MÍRIAM LEITÃO O GLOBO
O BC brasileiro nunca teve autonomia formal, o da Argentina tinha na lei, mas ela não foi respeitada. No fim das contas, a autoridade monetária no Brasil acabou tendo um desempenho muito melhor na resistência às pressões políticas.
A inflação nunca ficou no centro da meta durante todo o período Dilma e terminou 2015 chegando aos dois dígitos. Este ano, a inflação está caindo e as expectativas estão sendo revistas para melhor nas últimas semanas. Para se ter uma ideia, no final de fevereiro a previsão feita pelo mercado através do Boletim Focus era de que a inflação deste ano seria de 7,56% e na última semana fechou em 6,98%. Ao longo deste ano pode haver, ao todo, uma queda da taxa anual de inflação de quatro pontos percentuais.
Ainda que seja o resultado da recessão, a queda da inflação é boa notícia porque elimina o temor de que o país estivesse prisioneiro de uma armadilha que nos levaria a ter recessão forte e inflação alta, situação na qual não haveria o que o BC pudesse fazer. Agora, esse temor começa a se dissipar, porque a taxa está ainda alta, mas descendo. A inflação de serviços está caindo, porque é a mais afetada pela recessão. Com isso, o provável governo Temer poderá reduzir a taxa de juros em breve. Esse é um dos poucos pontos positivos da herança que uma administração receberá da outra.
Houve também muita pressão política sobre o Banco Central para que houvesse liberação de compulsório. Hoje, há R$ 400 bilhões de recolhimento compulsório. Parecia uma boa ideia a liberação de parte desse dinheiro, mas, na verdade, não era. Em época de confiança baixa, não adianta muito reduzir o recolhimento de liquidez ao BC porque acaba virando dívida pública e tendo pouco efeito para o que se quer, que é estimular o crédito e recuperar o crescimento. Mas se um novo governo conseguir recuperar um pouco o nível de confiança dos agentes econômicos, e a inflação convergir para a meta, é possível que esse instrumento possa ser utilizado.
Bastou haver a perspectiva de um novo governo para cair muito a taxa de câmbio. Este ano, a moeda americana teve uma desvalorização de 13% sobre o real. Fundos cambiais e empresas passaram a desfazer suas posições de seguro em dólar. Com nível alto de hedge, ficaram apenas os investidores estrangeiros. O BC então tirou US$ 40 bilhões do total que tinha em swap cambial. Como os analistas fazem a conta de reservas líquidas, que são as reservas menos a posição que o BC tem de swap, houve um aumento recente das reservas líquidas em US$ 40 bi.

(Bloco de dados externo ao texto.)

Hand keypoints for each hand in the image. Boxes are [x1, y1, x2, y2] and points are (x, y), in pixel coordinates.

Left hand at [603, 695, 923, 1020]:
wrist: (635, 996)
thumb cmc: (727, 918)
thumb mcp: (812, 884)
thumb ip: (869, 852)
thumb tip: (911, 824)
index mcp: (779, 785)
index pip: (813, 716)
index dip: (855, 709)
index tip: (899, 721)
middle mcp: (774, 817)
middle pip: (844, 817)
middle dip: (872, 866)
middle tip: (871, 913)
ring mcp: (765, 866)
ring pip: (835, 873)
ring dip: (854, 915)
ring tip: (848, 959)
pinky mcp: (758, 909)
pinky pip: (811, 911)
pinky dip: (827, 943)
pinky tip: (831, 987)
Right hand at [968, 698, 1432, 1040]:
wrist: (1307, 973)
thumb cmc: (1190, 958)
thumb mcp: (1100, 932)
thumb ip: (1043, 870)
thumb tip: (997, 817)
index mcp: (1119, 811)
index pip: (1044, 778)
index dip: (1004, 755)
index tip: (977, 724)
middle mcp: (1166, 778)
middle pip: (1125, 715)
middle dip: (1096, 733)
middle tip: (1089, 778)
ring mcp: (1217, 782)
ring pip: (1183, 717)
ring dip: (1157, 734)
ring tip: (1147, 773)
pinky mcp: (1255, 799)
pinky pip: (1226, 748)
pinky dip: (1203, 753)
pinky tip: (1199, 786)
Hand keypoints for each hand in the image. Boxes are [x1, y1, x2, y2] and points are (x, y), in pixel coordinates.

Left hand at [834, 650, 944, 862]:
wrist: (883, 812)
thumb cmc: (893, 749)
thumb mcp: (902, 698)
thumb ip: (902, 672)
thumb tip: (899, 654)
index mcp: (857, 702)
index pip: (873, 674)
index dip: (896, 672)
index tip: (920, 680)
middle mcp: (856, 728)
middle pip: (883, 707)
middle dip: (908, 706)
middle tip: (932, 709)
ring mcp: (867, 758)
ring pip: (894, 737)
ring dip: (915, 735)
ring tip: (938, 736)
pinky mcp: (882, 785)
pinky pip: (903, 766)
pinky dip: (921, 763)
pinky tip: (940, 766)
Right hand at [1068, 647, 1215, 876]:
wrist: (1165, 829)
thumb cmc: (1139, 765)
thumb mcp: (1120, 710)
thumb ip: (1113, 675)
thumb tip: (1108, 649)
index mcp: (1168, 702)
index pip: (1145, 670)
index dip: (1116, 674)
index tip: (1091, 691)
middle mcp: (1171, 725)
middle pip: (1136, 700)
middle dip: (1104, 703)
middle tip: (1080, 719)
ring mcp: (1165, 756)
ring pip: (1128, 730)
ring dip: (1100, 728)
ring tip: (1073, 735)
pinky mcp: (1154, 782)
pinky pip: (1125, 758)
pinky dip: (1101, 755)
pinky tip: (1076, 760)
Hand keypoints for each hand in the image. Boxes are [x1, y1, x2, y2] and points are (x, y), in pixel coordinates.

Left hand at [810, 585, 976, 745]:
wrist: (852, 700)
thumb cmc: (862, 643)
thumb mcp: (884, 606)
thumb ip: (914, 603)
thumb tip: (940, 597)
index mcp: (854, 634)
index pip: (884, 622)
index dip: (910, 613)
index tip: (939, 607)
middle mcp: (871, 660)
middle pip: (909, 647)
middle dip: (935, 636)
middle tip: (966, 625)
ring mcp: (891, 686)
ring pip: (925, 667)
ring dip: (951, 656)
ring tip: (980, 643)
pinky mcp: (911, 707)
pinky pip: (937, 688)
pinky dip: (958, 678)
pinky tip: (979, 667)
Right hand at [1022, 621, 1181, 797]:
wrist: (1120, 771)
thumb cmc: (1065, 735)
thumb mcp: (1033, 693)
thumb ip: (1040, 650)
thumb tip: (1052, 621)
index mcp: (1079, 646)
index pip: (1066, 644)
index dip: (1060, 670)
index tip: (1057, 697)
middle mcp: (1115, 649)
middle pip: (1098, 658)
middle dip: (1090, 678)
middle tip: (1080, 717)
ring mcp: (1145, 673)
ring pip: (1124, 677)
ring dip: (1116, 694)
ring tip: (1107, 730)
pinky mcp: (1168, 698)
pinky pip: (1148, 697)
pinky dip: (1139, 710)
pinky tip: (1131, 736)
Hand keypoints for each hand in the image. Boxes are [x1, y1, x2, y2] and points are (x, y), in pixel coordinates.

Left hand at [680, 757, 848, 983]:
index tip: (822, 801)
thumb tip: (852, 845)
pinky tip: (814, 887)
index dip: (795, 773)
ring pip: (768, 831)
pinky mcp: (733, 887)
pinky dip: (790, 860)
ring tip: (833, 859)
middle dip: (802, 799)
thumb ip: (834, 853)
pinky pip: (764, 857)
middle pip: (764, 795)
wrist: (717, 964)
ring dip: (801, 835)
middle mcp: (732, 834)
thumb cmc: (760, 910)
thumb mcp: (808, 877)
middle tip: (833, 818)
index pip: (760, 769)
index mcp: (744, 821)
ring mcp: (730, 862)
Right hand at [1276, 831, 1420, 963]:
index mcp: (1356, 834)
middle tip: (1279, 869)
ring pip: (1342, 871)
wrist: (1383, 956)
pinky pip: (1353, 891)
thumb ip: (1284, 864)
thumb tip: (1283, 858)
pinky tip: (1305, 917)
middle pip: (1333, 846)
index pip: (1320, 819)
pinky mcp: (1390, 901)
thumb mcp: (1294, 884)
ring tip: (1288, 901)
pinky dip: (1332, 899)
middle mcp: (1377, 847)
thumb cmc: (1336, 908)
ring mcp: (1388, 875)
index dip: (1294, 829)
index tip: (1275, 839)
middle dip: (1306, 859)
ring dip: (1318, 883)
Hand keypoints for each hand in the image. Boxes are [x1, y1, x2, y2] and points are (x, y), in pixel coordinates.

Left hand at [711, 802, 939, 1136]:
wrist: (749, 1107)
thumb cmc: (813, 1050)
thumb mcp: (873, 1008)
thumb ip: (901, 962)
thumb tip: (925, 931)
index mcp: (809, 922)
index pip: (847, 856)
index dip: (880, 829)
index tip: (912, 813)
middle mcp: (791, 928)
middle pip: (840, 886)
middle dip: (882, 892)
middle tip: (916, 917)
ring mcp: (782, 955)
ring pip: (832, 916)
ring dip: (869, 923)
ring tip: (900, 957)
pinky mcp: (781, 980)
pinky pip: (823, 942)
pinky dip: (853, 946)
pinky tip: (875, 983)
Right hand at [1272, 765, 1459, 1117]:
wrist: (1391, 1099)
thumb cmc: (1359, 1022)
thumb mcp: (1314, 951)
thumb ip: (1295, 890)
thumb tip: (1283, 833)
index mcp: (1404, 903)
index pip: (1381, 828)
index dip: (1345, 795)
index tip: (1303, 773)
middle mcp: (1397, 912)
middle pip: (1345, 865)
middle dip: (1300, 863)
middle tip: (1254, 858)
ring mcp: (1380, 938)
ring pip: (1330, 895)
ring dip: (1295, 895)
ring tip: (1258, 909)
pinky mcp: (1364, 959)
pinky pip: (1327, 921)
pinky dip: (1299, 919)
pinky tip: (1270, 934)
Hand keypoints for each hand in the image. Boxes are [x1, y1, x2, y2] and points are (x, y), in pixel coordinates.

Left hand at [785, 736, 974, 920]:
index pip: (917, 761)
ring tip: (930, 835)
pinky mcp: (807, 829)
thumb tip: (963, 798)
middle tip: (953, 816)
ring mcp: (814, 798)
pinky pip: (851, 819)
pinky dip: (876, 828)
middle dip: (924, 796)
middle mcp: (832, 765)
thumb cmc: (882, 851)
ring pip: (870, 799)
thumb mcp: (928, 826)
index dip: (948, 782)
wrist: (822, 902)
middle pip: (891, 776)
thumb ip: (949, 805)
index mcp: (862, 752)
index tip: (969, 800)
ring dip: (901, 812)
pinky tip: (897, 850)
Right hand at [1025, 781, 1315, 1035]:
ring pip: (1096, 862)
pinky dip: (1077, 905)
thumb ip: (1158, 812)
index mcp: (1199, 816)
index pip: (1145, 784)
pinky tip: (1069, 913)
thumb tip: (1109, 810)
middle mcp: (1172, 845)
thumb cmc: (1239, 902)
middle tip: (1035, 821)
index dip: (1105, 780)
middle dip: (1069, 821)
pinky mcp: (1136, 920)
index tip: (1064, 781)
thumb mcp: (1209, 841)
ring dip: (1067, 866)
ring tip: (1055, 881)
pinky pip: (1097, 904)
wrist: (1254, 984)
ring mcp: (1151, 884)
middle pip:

A conta-corrente teve, nos últimos meses, um forte ajuste. Outro ponto positivo da conjuntura que vive num mar de dados negativos. A previsão é de que este ano o déficit seja de apenas US$ 25 bilhões — muito menor do que os US$ 104 bilhões do pico em 2014. O investimento direto estrangeiro estava em US$ 77 bilhões no acumulado de 12 meses em fevereiro. Está caindo, mas deve fechar o ano em US$ 60 bilhões, o que significa que o deficit será mais do que coberto por investimentos externos.
Na área monetária, o país será entregue de uma para outra administração com vários indicadores positivos. Desta forma, se o novo governo fizer alguns movimentos corretos pode-se restaurar um pouco a confiança que está em nível muito baixo. Na área fiscal, no entanto, o mercado está prevendo que o país fechará o ano com um déficit de 2% do PIB, R$ 120 bilhões. Uma enormidade e sem chance de reversão.
A estabilidade financeira é outro fator tranquilizador. O país está passando por um encolhimento do produto de 8% em dois anos e não há bancos em dificuldade. Há quem diga, no mercado, que o nível de inadimplência tem sido camuflado pelas renegociações constantes com os devedores. Mas o fato é que os bancos têm conseguido absorver a crise das empresas, renegociando as dívidas e elevando provisões.